(Dataset excerpts)
——————————

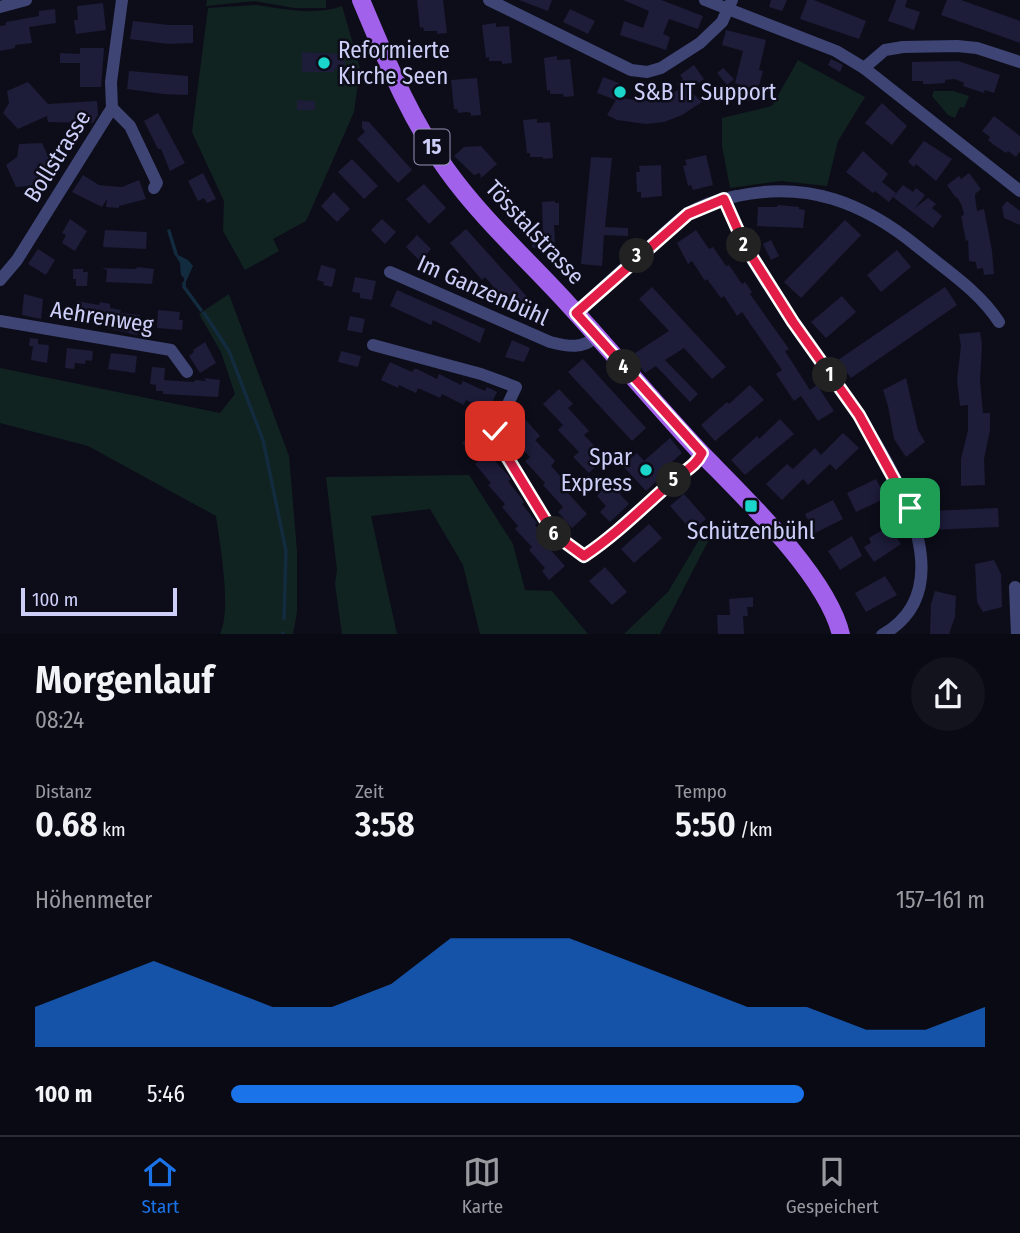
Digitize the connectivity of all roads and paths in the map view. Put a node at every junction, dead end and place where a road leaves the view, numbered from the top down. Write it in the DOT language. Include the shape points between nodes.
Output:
graph roads {
  1 [pos="26,0"];
  2 [pos="122,0"];
  3 [pos="361,0"];
  4 [pos="489,0"];
  5 [pos="705,0"];
  6 [pos="730,4"];
  7 [pos="0,6"];
  8 [pos="1020,62"];
  9 [pos="864,68"];
  10 [pos="112,108"];
  11 [pos="154,188"];
  12 [pos="1020,191"];
  13 [pos="724,199"];
  14 [pos="0,260"];
  15 [pos="17,260"];
  16 [pos="390,272"];
  17 [pos="0,280"];
  18 [pos="576,313"];
  19 [pos="0,321"];
  20 [pos="999,322"];
  21 [pos="598,336"];
  22 [pos="373,345"];
  23 [pos="187,372"];
  24 [pos="702,453"];
  25 [pos="1015,587"];
  26 [pos="902,630"];
  27 [pos="841,634"];
  28 [pos="1017,634"];
  1 -- 7 [label="street"];
  2 -- 10 [label="street, Bollstrasse"];
  3 -- 18 [label="main road, Tösstalstrasse / 15" via="407,105 448,172"];
  4 -- 6 [label="street" via="631,70 648,72 709,36"];
  5 -- 6 [label="street"];
  6 -- 9 [label="street"];
  8 -- 9 [label="street" via="977,48 904,47 885,50"];
  9 -- 12 [label="street"];
  10 -- 11 [label="street" via="130,126 157,183"];
  10 -- 15 [label="street, Bollstrasse"];
  13 -- 18 [label="street" via="688,214"];
  13 -- 20 [label="street" via="763,190 799,191 852,204 903,234 972,290"];
  13 -- 26 [label="street" via="751,256 859,415 908,503 920,552 920,580"];
  14 -- 15 [label="street"];
  15 -- 17 [label="street, Bollstrasse"];
  16 -- 21 [label="street, Im Ganzenbühl" via="550,342 586,345"];
  18 -- 21 [label="main road, Tösstalstrasse / 15"];
  19 -- 23 [label="street, Aehrenweg" via="171,350"];
  21 -- 24 [label="main road, Tösstalstrasse / 15"];
  22 -- 24 [label="street" via="516,387 495,431 498,442 554,534 584,556 607,541"];
  24 -- 27 [label="main road, Tösstalstrasse / 15" via="804,567 831,608"];
  25 -- 28 [label="street"];
}
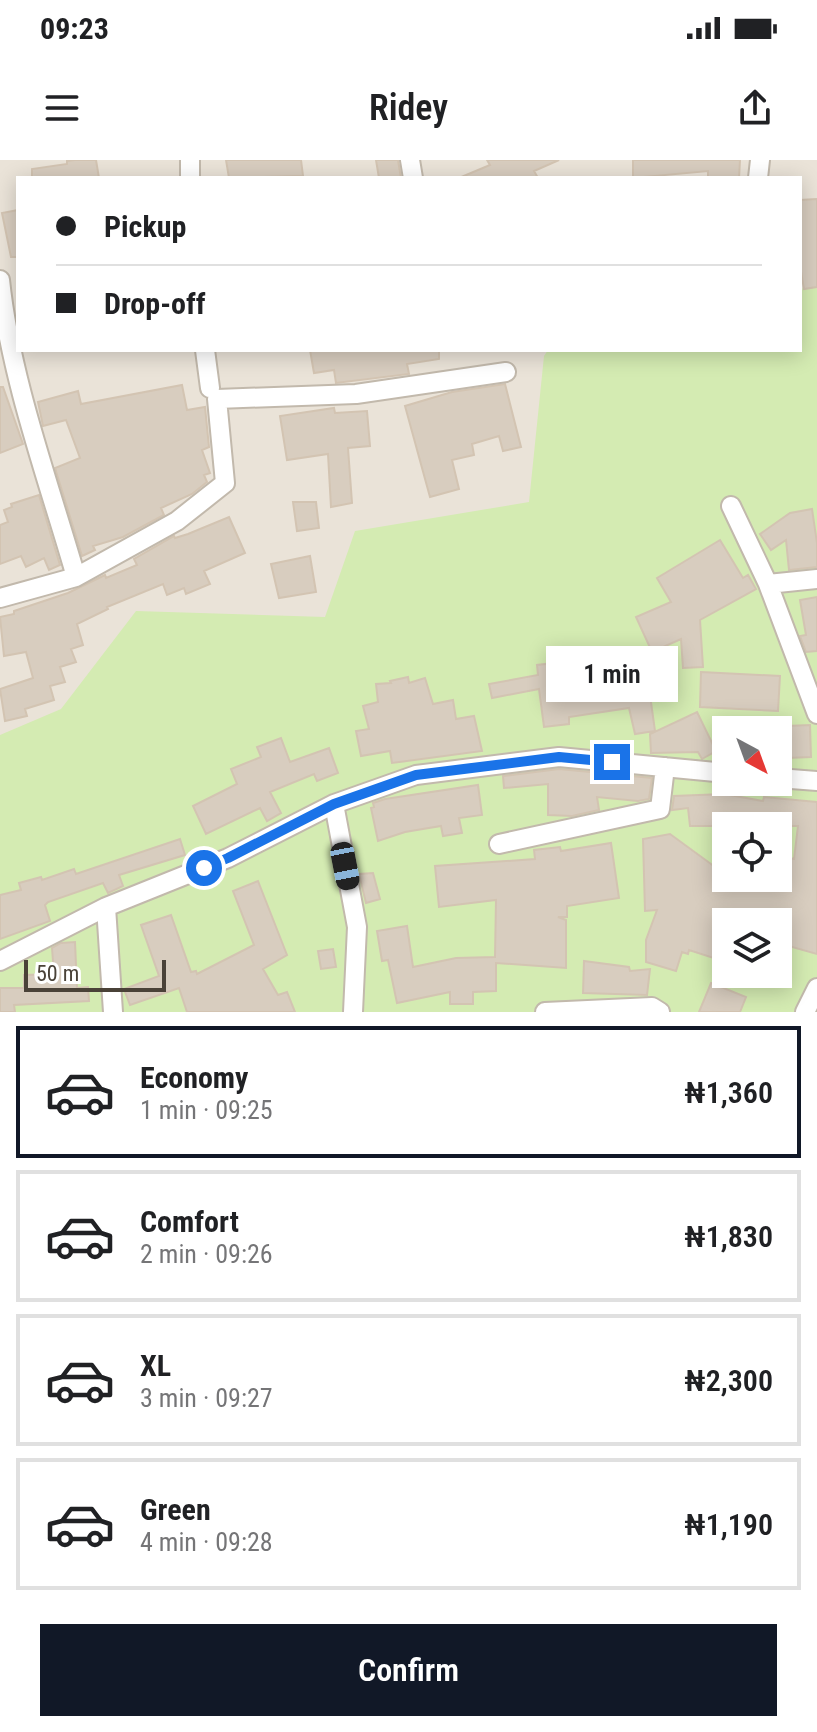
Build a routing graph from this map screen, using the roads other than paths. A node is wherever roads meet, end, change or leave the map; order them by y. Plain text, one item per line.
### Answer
1 (0, 280) edge
2 (7, 304) edge
3 (16, 348) edge
4 (17, 352) edge
5 (205, 352) edge
6 (506, 372) dead end
7 (210, 388) dead end
8 (731, 506) dead end
9 (76, 577) junction
10 (817, 579) edge
11 (768, 584) junction
12 (0, 598) edge
13 (817, 714) edge
14 (665, 767) junction
15 (712, 772) edge
16 (792, 779) edge
17 (817, 781) edge
18 (334, 804) junction
19 (499, 844) dead end
20 (106, 907) junction
21 (0, 961) edge
22 (817, 988) edge
23 (113, 1012) edge
24 (353, 1012) edge
25 (545, 1012) edge
26 (660, 1012) edge
27 (805, 1012) edge

1 - 2 street
2 - 3 street
4 - 9 street
5 - 7 street
6 - 9 street
8 - 11 street
9 - 12 street
10 - 11 street
11 - 13 street
14 - 15 street
14 - 18 street
14 - 19 street
16 - 17 street
18 - 20 street
18 - 24 street
20 - 21 street
20 - 23 street
22 - 27 street
25 - 26 street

——————————

## What is required:
Lines holding the string "Tösstalstrasse" must be copied out of the entries above.

## Written answer:
  3 -- 18 [label="main road, Tösstalstrasse / 15" via="407,105 448,172"];
  18 -- 21 [label="main road, Tösstalstrasse / 15"];
  21 -- 24 [label="main road, Tösstalstrasse / 15"];
  24 -- 27 [label="main road, Tösstalstrasse / 15" via="804,567 831,608"];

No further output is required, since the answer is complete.